Required action:
From the entries below, count the lines with "total". Write only the count.

╭──

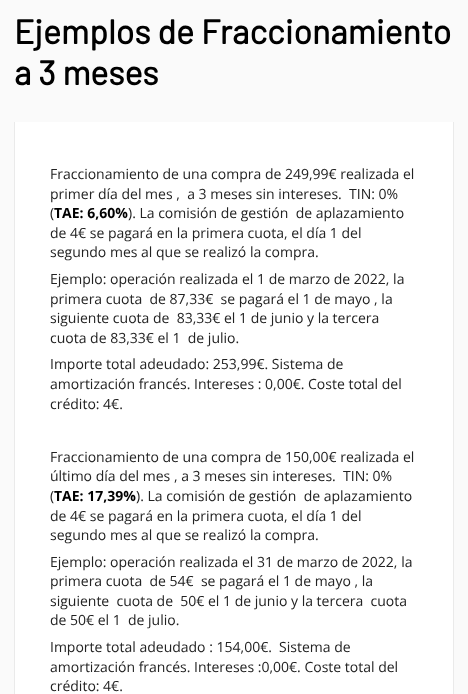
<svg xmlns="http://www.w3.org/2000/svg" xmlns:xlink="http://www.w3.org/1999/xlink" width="468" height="694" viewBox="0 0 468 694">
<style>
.cls-1{font:bold 34px Barlow;fill:#000000}
.cls-2{font:14px Open Sans;fill:#222222}
.cls-3{font:bold 14px Open Sans;fill:#000000}
</style>
<rect width="100%" height="100%" fill="#fafafa"/>
<rect fill="#ffffff" x="15" y="122" width="438" height="572"/>
<rect fill="#eaeaea" x="453" y="122" width="1" height="572"/>
<rect fill="#eaeaea" x="14" y="122" width="1" height="572"/>
<text class="cls-1"><tspan x="14" y="44">Ejemplos de Fraccionamiento</tspan><tspan x="14" y="85">a 3 meses</tspan></text>
<text class="cls-2" xml:space="preserve"><tspan x="50" y="179">Fraccionamiento de una compra de 249,99€ realizada el</tspan><tspan x="50" y="199">primer día del mes ,  a 3 meses sin intereses.  TIN: 0%</tspan><tspan x="50" y="218">(</tspan></text>
<text class="cls-3" x="54" y="218">TAE: 6,60%</text>
<text class="cls-2" xml:space="preserve" x="128" y="218">). La comisión de gestión  de aplazamiento</text>
<text class="cls-2" xml:space="preserve"><tspan x="50" y="238">de 4€ se pagará en la primera cuota, el día 1 del</tspan><tspan x="50" y="257">segundo mes al que se realizó la compra.</tspan><tspan x="50" y="284">Ejemplo: operación realizada el 1 de marzo de 2022, la</tspan><tspan x="50" y="304">primera cuota  de 87,33€  se pagará el 1 de mayo , la</tspan><tspan x="50" y="323">siguiente cuota de  83,33€ el 1 de junio y la tercera</tspan><tspan x="50" y="343">cuota de 83,33€ el 1  de julio.</tspan><tspan x="50" y="369">Importe total adeudado: 253,99€. Sistema de</tspan><tspan x="50" y="389">amortización francés. Intereses : 0,00€. Coste total del</tspan><tspan x="50" y="409">crédito: 4€.</tspan></text>
<text class="cls-2" xml:space="preserve"><tspan x="50" y="462">Fraccionamiento de una compra de 150,00€ realizada el</tspan><tspan x="50" y="481">último día del mes , a 3 meses sin intereses.  TIN: 0%</tspan><tspan x="50" y="501">(</tspan></text>
<text class="cls-3" x="54" y="501">TAE: 17,39%</text>
<text class="cls-2" xml:space="preserve" x="136" y="501">). La comisión de gestión  de aplazamiento</text>
<text class="cls-2" xml:space="preserve"><tspan x="50" y="521">de 4€ se pagará en la primera cuota, el día 1 del</tspan><tspan x="50" y="540">segundo mes al que se realizó la compra.</tspan><tspan x="50" y="567">Ejemplo: operación realizada el 31 de marzo de 2022, la</tspan><tspan x="50" y="586">primera cuota  de 54€  se pagará el 1 de mayo , la</tspan><tspan x="50" y="606">siguiente  cuota de  50€ el 1 de junio y la tercera  cuota</tspan><tspan x="50" y="625">de 50€ el 1  de julio.</tspan><tspan x="50" y="652">Importe total adeudado : 154,00€.  Sistema de</tspan><tspan x="50" y="672">amortización francés. Intereses :0,00€. Coste total del</tspan><tspan x="50" y="691">crédito: 4€.</tspan></text>
</svg>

╰──

Finished exercise:
2